HOW CROSSFIT WEIGHTLIFTING MAKES YOU STRONG

CrossFit weightlifting creates some of the strongest athletes in the world. They train hard and are always pushing themselves to be better. They use a variety of methods to help them reach their goals. High reps at submaximal weights have been shown to be one of the most important factors for muscle growth in athletes.

The Best Exercises for CrossFit Weightlifting

Going back to the basics will always be the best way to build significant muscular strength. You won’t find better than the bench press, weighted squats and deadlift. Bench press is a compound exercise that works your chest, shoulders, and triceps. Deadlifts are an incredibly effective exercise for building strength and muscle mass. It is also one of the most natural movements that we as humans can perform. Last but certainly not least, weighted squats are an incredible way of building lower body strength and muscle endurance.  

Perform variations of these three exercises weekly to address a strong foundation of full body strength. Your Overhead strength is also not something to overlook.  The overhead press in combination with the bench press, deadlift and squat are the best exercises that you can do to ensure full body strength.

Tips for Success with CrossFit Weightlifting

  • The slow and gruesome lifts that come with heavy weight training is necessary for building strength but can be counterproductive for developing explosiveness which is key in any CrossFit program.

     

  • You can avoid this by adding some plyometric exercises to your training plan. Box jumps, burpees and sprints included in your training plan will make sure that you are developing power and explosiveness crucial for those power lifts.

     

  • Your mental approach to training can also have a great influence on your results. Make sure that you perform each movement with intent and not just go through the motions. Attempting to move forcefully can be just as beneficial as the actual velocity you reach.

     

  • Additionally, it is very important to schedule rest days into your routine. If you don’t allow your body ample time to recover, you will not see progress and you are then essentially wasting your time in the gym.

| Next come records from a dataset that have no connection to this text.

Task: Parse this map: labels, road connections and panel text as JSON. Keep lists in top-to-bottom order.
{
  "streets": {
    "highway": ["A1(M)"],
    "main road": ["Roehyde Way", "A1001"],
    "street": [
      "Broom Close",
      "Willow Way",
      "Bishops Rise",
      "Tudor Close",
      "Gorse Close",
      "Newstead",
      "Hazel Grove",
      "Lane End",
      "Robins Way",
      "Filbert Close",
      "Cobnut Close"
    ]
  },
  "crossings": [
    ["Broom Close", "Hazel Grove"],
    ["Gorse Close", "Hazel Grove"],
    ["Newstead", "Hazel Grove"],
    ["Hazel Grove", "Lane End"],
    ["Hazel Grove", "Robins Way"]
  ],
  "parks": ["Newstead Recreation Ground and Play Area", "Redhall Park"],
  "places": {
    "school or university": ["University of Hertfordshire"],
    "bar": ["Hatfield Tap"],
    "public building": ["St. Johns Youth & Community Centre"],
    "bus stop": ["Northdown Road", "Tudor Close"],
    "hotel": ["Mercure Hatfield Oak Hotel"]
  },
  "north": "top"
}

The Benefits of CrossFit Weightlifting

Not only will you achieve impeccable results, but you will achieve them in less than half the time. Because you are performing demanding exercise movements doing CrossFit Weightlifting, you will burn more calories in less time. 

Other benefits include: 

  • Increased mental toughness
  • Better mobility
  • A greater ability to perform daily tasks
  • Increased speed, endurance and power

     

You will also be rewarded with a faster metabolism meaning you will be burning more energy (calories) at rest. Without even exercising! Your faster metabolism also means that you will have higher energy levels throughout the day. 

You will also enjoy better bone health according to a study in the 2014 Journal of Family and Community Medicine, 12 weeks of strength training increased bone mineral density in the lower spine by 2.9% and the femur by 4.9%. Research proved that an improved mood and elevated body image are also one of the many benefits you will reap.

 

Conclusion

Whether you are a newbie or a veteran in the CrossFit scene. CrossFit weightlifting in combination with CrossFit exercises can benefit you a great deal in all areas of your life. To become stronger, one must be dedicated to the sport and put in the time to train correctly. Make sure you are being coached by a qualified CrossFit professional who always puts your health and safety as first priority. With the right attitude and effort, anyone can become stronger, better and faster.